An AI of Our Own has completed our second workshop as part of the Mozilla Common Voice API project that we have been working on since the beginning of the year. The project aims to create a mobile-first, offline-capable application allowing Dagbani and Khmer-speaking communities with limited digital access to contribute their voices to Mozilla’s Common Voice platform. This mobile, offline capability is a first for the platform and allows for broader inclusion and representation in the language datasets. The application, entitled “Voices of Our Own,” is in process, and recording will soon begin for the more than 5000 sentences gathered in both languages – sentences particularly related to arts and culture, building a strong database of culturally relevant recordings. This app will help people in low-bandwidth and rural communities contribute voice data to Mozilla Common Voice and ensure underrepresented languages are part of the AI future.

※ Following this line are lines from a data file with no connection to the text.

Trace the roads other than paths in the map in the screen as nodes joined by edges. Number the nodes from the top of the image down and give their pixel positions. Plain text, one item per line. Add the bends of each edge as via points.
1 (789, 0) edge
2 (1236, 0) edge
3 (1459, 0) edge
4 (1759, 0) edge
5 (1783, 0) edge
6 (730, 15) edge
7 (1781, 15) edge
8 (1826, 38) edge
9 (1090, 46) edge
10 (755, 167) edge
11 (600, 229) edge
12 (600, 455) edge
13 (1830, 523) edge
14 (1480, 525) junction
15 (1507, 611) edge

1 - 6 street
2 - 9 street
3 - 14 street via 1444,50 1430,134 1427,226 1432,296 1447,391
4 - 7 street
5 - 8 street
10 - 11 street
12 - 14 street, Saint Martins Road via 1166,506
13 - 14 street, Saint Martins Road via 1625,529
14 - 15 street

However, in addition to the technological development, the project has included two community workshops, one in Ghana at the end of January and the other in Cambodia recently at the beginning of April. The Ghana workshop was organized by the Dagbani Wikimedians User Group and featured a 2-day workshop in Tamale, Ghana, aimed at training volunteers to annotate sentences on Mozilla Common Voice. 15 participants were chosen from that workshop to move ahead with annotations and recordings. (Read more about the workshop here)

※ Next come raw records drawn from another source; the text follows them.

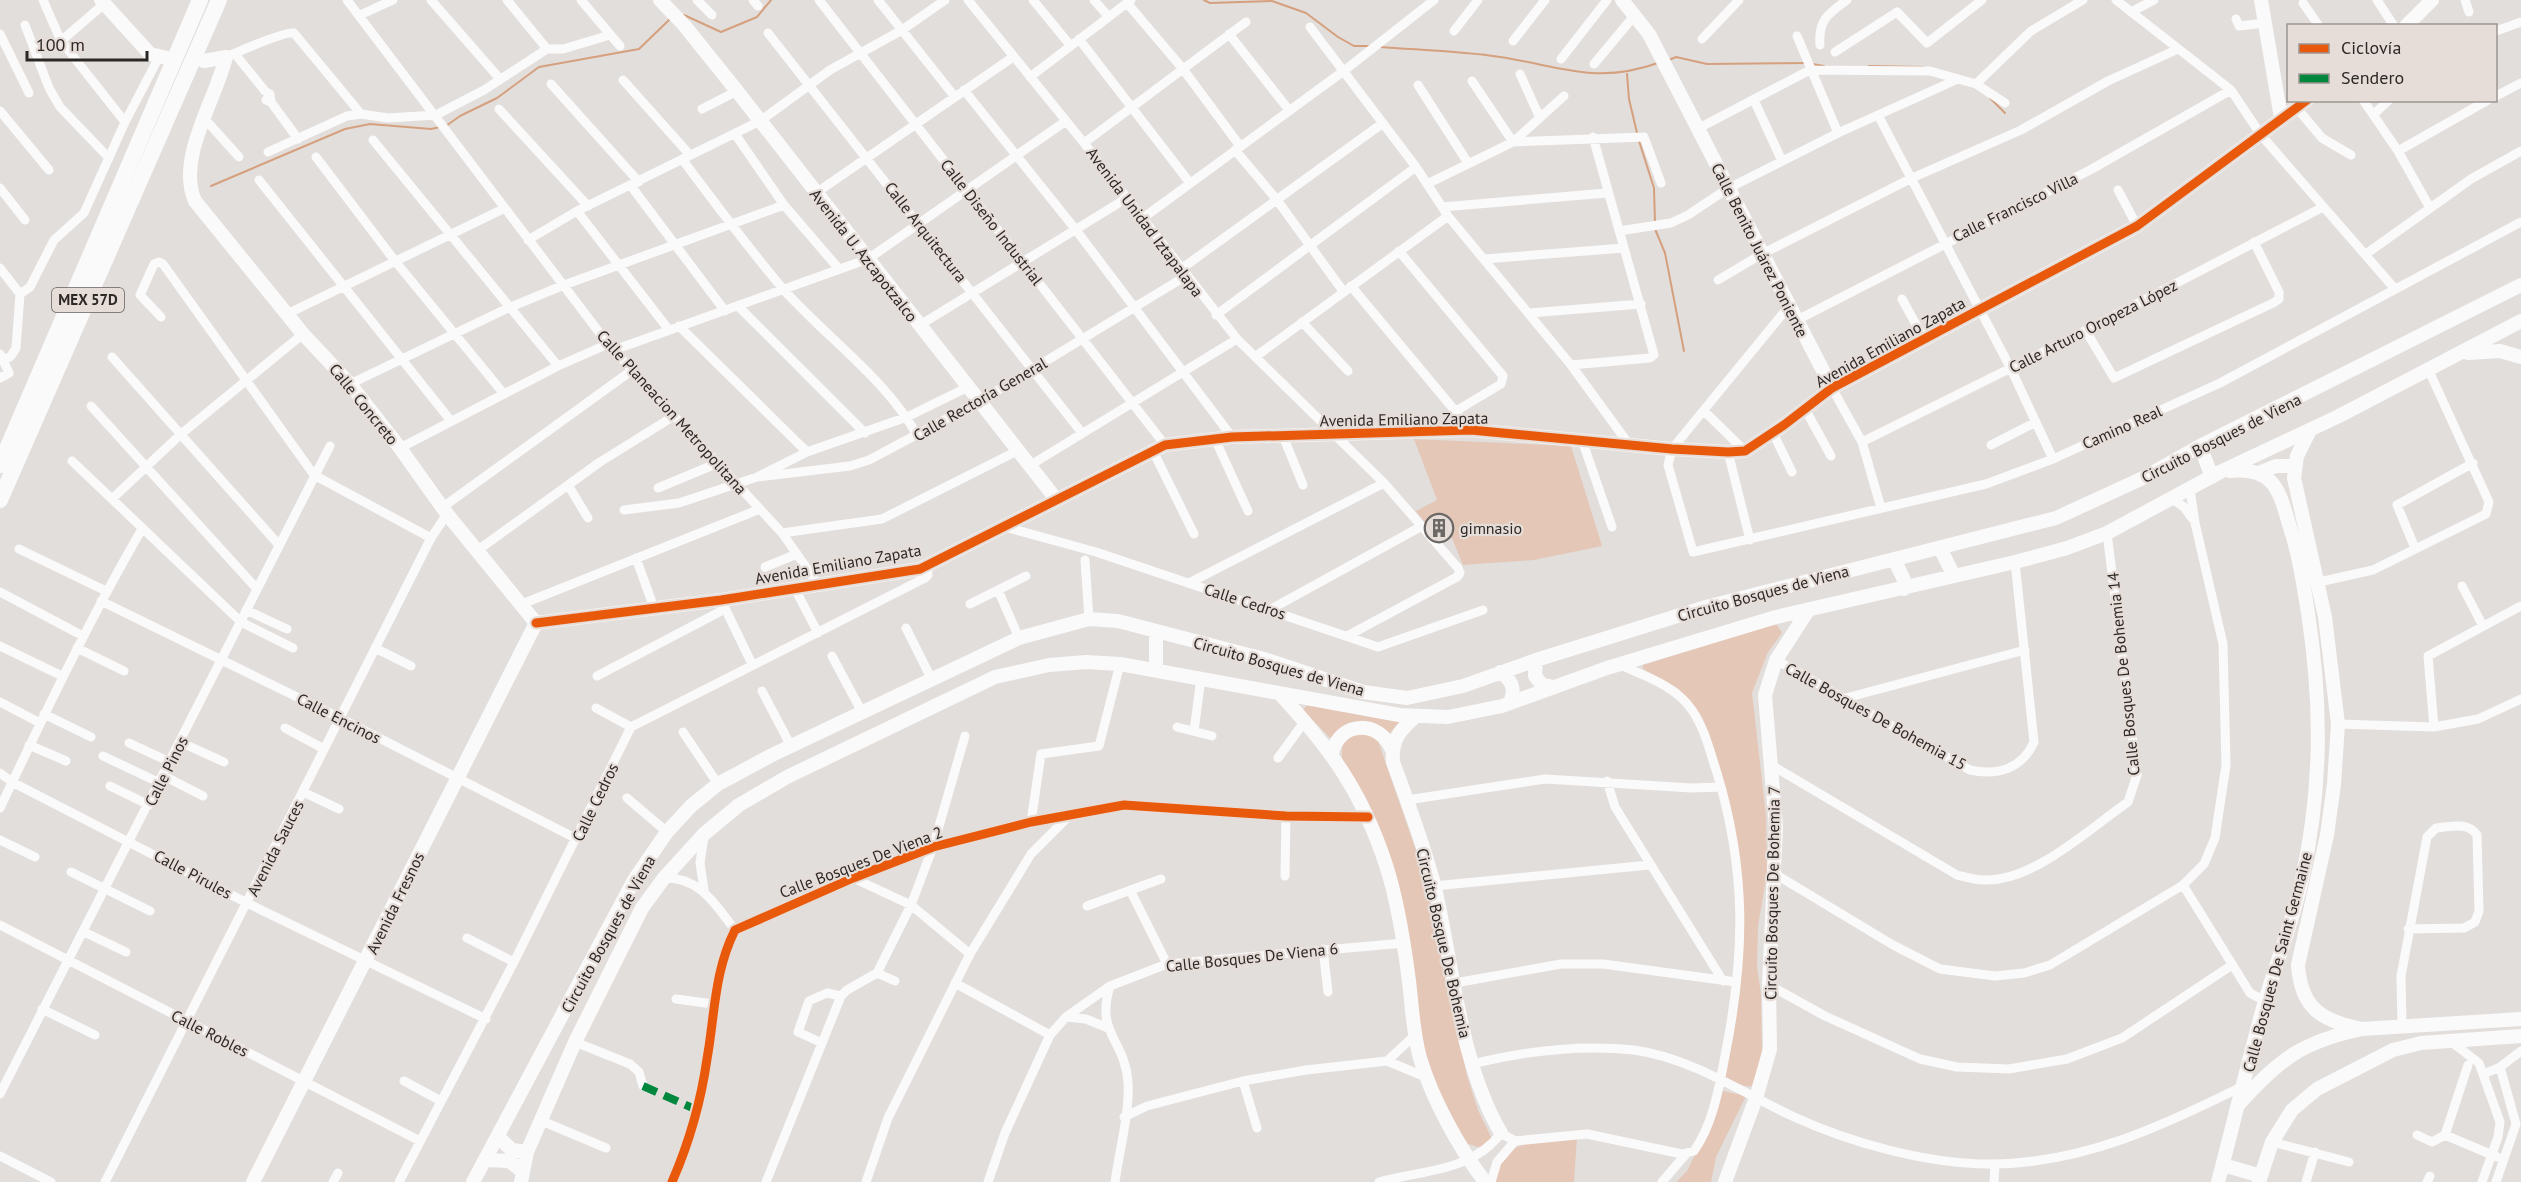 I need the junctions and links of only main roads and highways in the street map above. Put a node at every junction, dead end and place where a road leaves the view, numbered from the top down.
1 (200, 0) edge
2 (219, 0) edge
3 (0, 465) edge
4 (0, 500) edge

1 - 3 highway, MEX 57D
2 - 4 highway, MEX 57D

In Cambodia, 28 participants from Digital Divide Data (DDD) and students from Bophana Center‘s documentary film program, including members of Indigenous communities including the Jarai, Kuy and Tampuon, came together to learn about open-source speech datasets, Mozilla Common Voice, and annotating language data.
The workshop was facilitated by Sophea Sok and CHY Sophat, both of whom are highly experienced in open-source data and technology and have been working to add Khmer to Mozilla for some time. They helped in the first phase of the project in officially getting the Khmer language added to Mozilla Common Voice.

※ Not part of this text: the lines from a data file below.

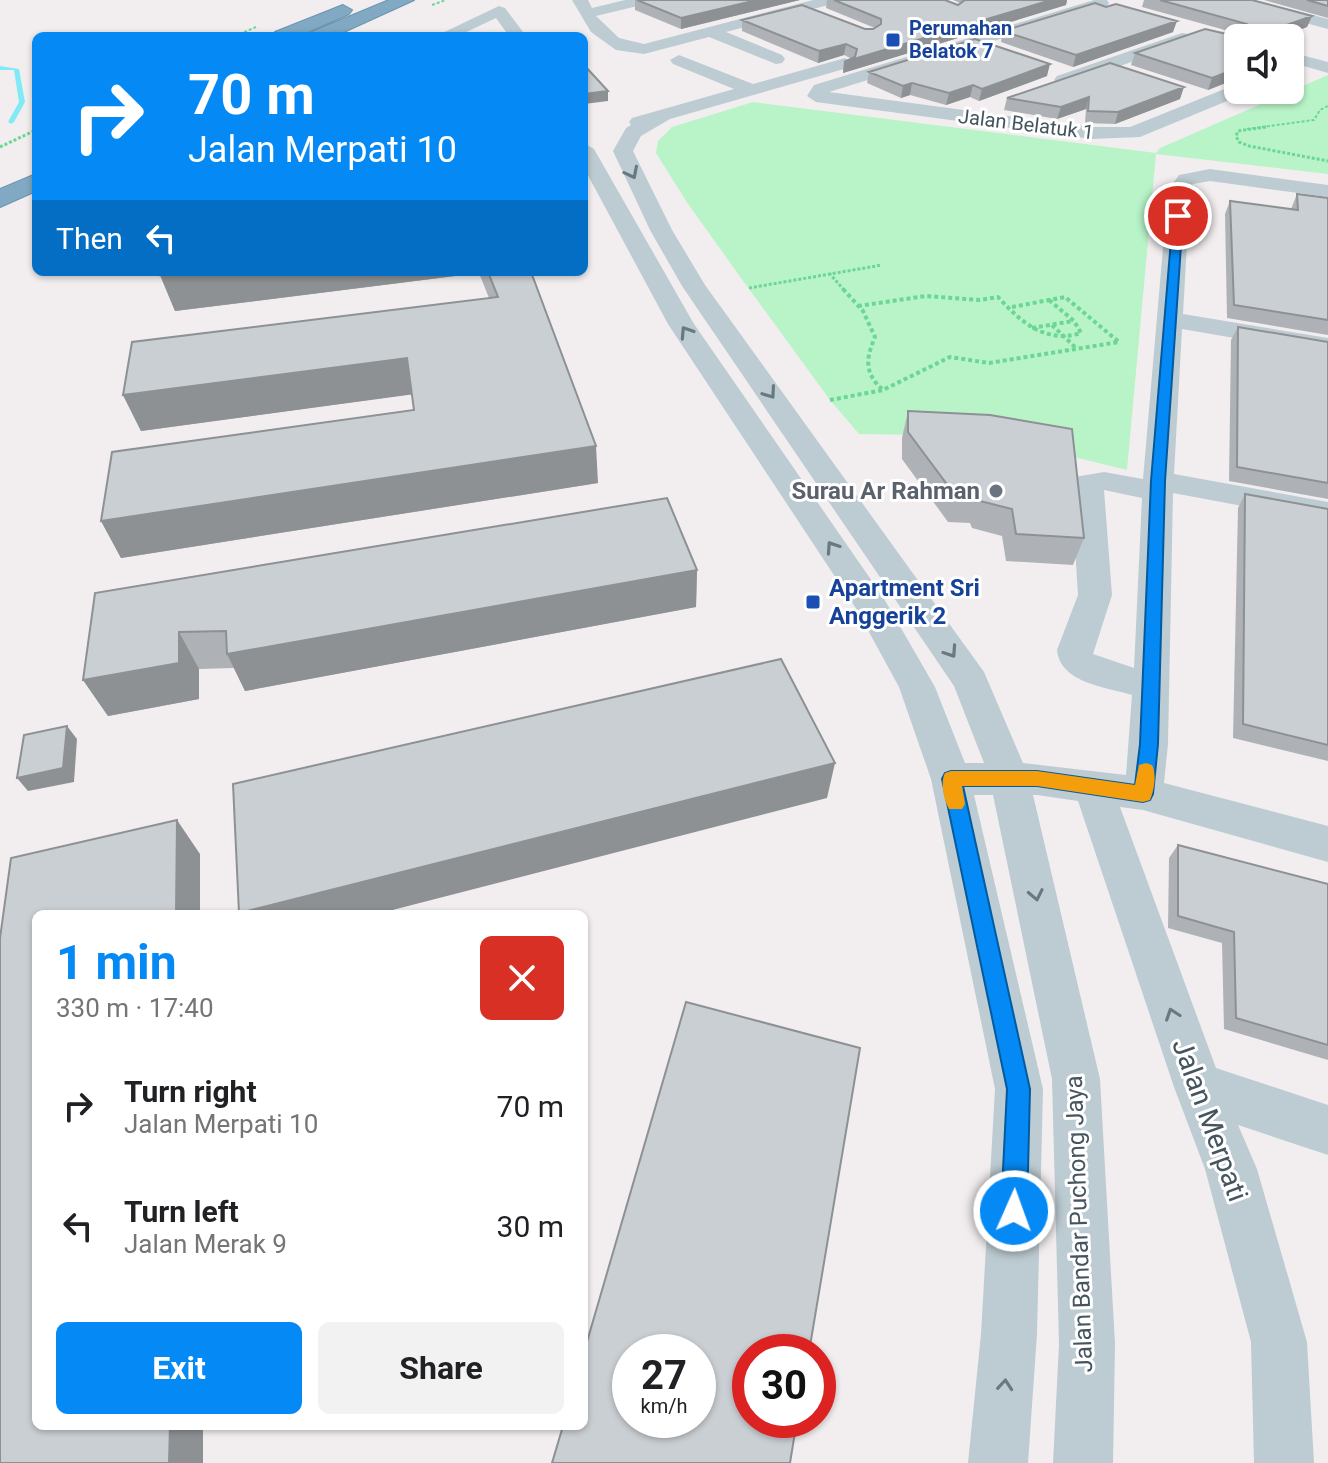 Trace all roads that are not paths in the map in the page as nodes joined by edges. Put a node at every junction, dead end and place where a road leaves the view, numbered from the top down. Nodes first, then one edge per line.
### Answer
1 (368, 0) edge
2 (405, 0) edge
3 (645, 0) edge
4 (1055, 0) edge
5 (1235, 0) edge
6 (1102, 3) edge
7 (1315, 5) edge
8 (820, 6) edge
9 (583, 7) edge
10 (1289, 14) junction
11 (1173, 23) edge
12 (1328, 24) edge
13 (292, 32) edge
14 (329, 32) edge
15 (453, 32) edge
16 (515, 32) edge
17 (711, 32) junction
18 (974, 42) junction
19 (1002, 52) edge
20 (776, 59) dead end
21 (679, 60) dead end
22 (1304, 61) edge
23 (1106, 65) junction
24 (1045, 67) edge
25 (1328, 68) edge
26 (1136, 75) edge
27 (1073, 76) junction
28 (1045, 86) edge
29 (753, 90) junction
30 (1182, 91) edge
31 (1224, 96) edge
32 (1004, 101) edge
33 (1212, 101) junction
34 (962, 115) junction
35 (662, 117) junction
36 (593, 137) edge
37 (32, 183) edge
38 (1328, 191) edge
39 (0, 199) edge
40 (1172, 320) junction
41 (1328, 346) edge
42 (1158, 486) junction
43 (1328, 512) edge
44 (1151, 687) junction
45 (1009, 777) junction
46 (951, 779) junction
47 (1093, 787) junction
48 (1143, 794) junction
49 (1328, 844) edge
50 (1198, 1087) junction
51 (1328, 1130) edge
52 (998, 1463) edge
53 (1083, 1463) edge
54 (1284, 1463) edge

1 - 13 highway
2 - 14 highway
3 - 9 street
4 - 29 street, Jalan Bandar Puchong Jaya
5 - 10 street
6 - 18 street
7 - 10 street
8 - 17 street
9 - 17 street
10 - 12 street
11 - 23 street
15 - 16 street
17 - 20 street
18 - 19 street
18 - 34 street, Jalan Belatuk 1
21 - 29 street
22 - 25 street
23 - 26 street
23 - 27 street
24 - 27 street
27 - 28 street
29 - 35 street, Jalan Bandar Puchong Jaya
30 - 33 street
31 - 33 street, Jalan Belatuk 1
32 - 34 street
33 - 34 street, Jalan Belatuk 1
35 - 36 street, Jalan Bandar Puchong Jaya
35 -> 45 street, Jalan Bandar Puchong Jaya
46 -> 36 street, Jalan Bandar Puchong Jaya
37 - 39 highway
38 - 40 street
40 - 41 street
40 - 42 street
42 - 43 street
42 - 44 street
42 - 44 street
44 - 48 street
45 - 46 street
45 - 47 street
45 -> 53 street, Jalan Bandar Puchong Jaya
52 -> 46 street, Jalan Bandar Puchong Jaya
47 - 48 street
50 -> 47 street, Jalan Merpati
48 - 49 street
50 - 51 street
50 - 54 street, Jalan Merpati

In addition to learning about the Common Voice platform, participants received hands-on-training on how to use it to annotate Khmer language data. The workshop highlighted the platform’s role in the preservation, revitalization, and elevation of Khmer language, through sharing, creating and curating text and speech datasets.
The final step of this project is to complete the recordings with annotations and launch the application, and should be completed by the end of April, 2026.